With its sustainable and economical school buildings designed by award-winning architect Anna Heringer, a tiny village in rural Bangladesh shows the way forward.
When you think of a school building, what comes to mind? I think of tall, nondescript buildings with long corridors punctuated by classrooms and wooden desks. Architect Anna Heringer had other ideas, though.
At 19, she spent a year in Bangladesh volunteering with a charity called Dipshika. That stint gave her a deep insight into the community and its needs. From that experience grew Heringer’s first architectural project in Bangladesh – the award-winning METI School in the village of Rudrapur, which formed the basis for her thesis as well.
The METI School was completed in 2006 and received immediate acclaim as well as several awards including the prestigious Aga Khan Award for Architecture. Since then, Heringer has worked on several other projects in Bangladesh including on the one which is the focus of this article – the DESI (Dipshikha Electrical Skill Improvement) training centre for local electricians, which incidentally is also run by Dipshika.
The DESI building is unlike any rural school you have seen. The principles of design were the same as for METI – regional construction, local materials, but here new ideas were incorporated for structural stability and sustainability.
In an interview with the German website Architekturclips, Heringer says, “When you see Bangladesh – all the fields, the rubbish and the energy going into the air, then you know that the choice of material should not be merely an aesthetic one, since it has an impact on the environment, on the climate.”
Anna Heringer propagates buildings made out of clay with traditional materials and crafting techniques. She challenges the modern approach of ignoring traditional materials in favour of mass-produced ones.
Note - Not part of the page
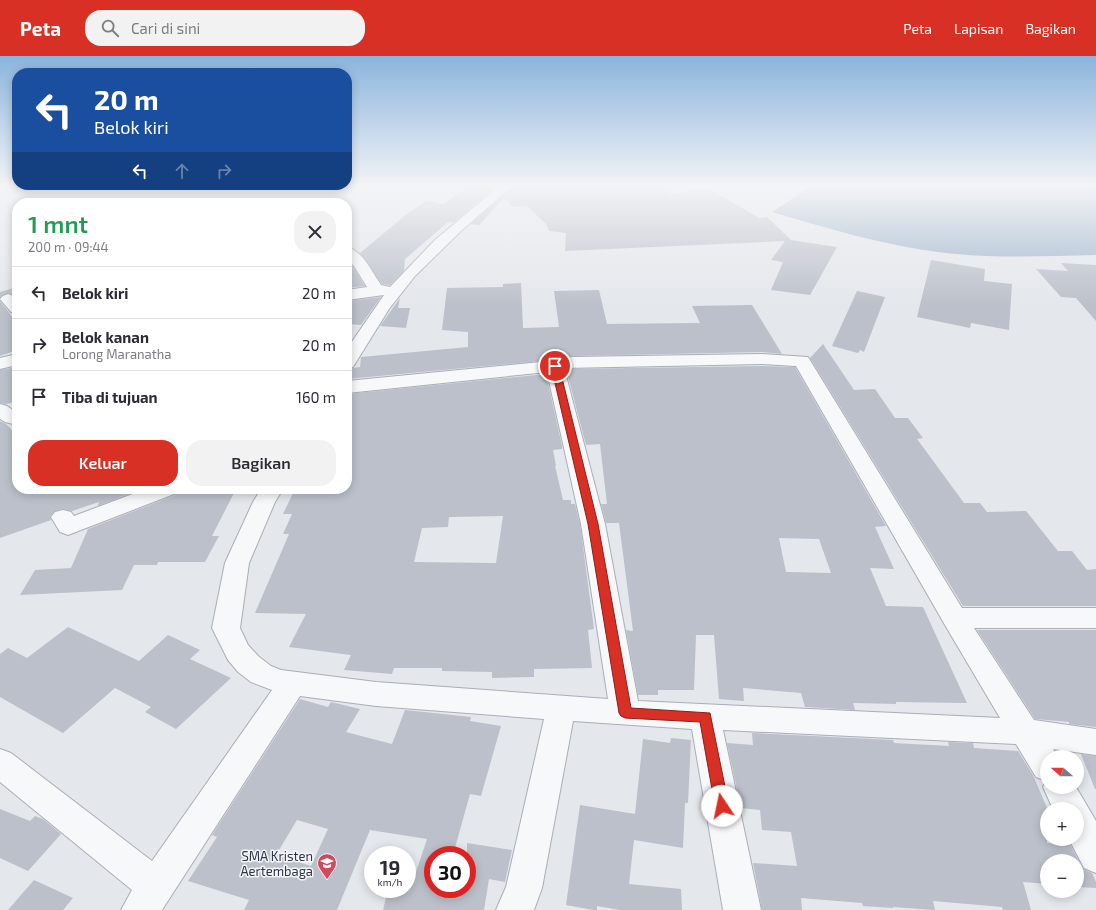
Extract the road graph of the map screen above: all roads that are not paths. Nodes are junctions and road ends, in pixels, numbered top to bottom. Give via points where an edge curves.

The structure of the building in question was designed around a typical Bangladeshi home where all of the household functions – eating, sleeping, washing, etc are performed in separate structures built around a central courtyard.
The DESI building, however, incorporated all these functions into a single structure with two classrooms, two offices and two residences for the school teachers. The teachers have separate bathrooms with two showers and toilets, while on the ground floor a student bathroom has many toilets and sinks.
The toilets have their own two-chamber septic tank. “This is the first time that sanitary units have been built into earth houses in Bangladesh, proving that mud and bamboos are flexible enough to accommodate modern lifestyle requirements.”
For the construction, Heringer and her team used mainly mud and bamboo, but improved the stability with a masonry foundation and damp-proofing. The team tested the soil of Rudrapur and found that it was mainly silt with some clay (referred to as ‘Loam’). They were convinced that this mud would withstand the pressure of a building and would harden well without cracking.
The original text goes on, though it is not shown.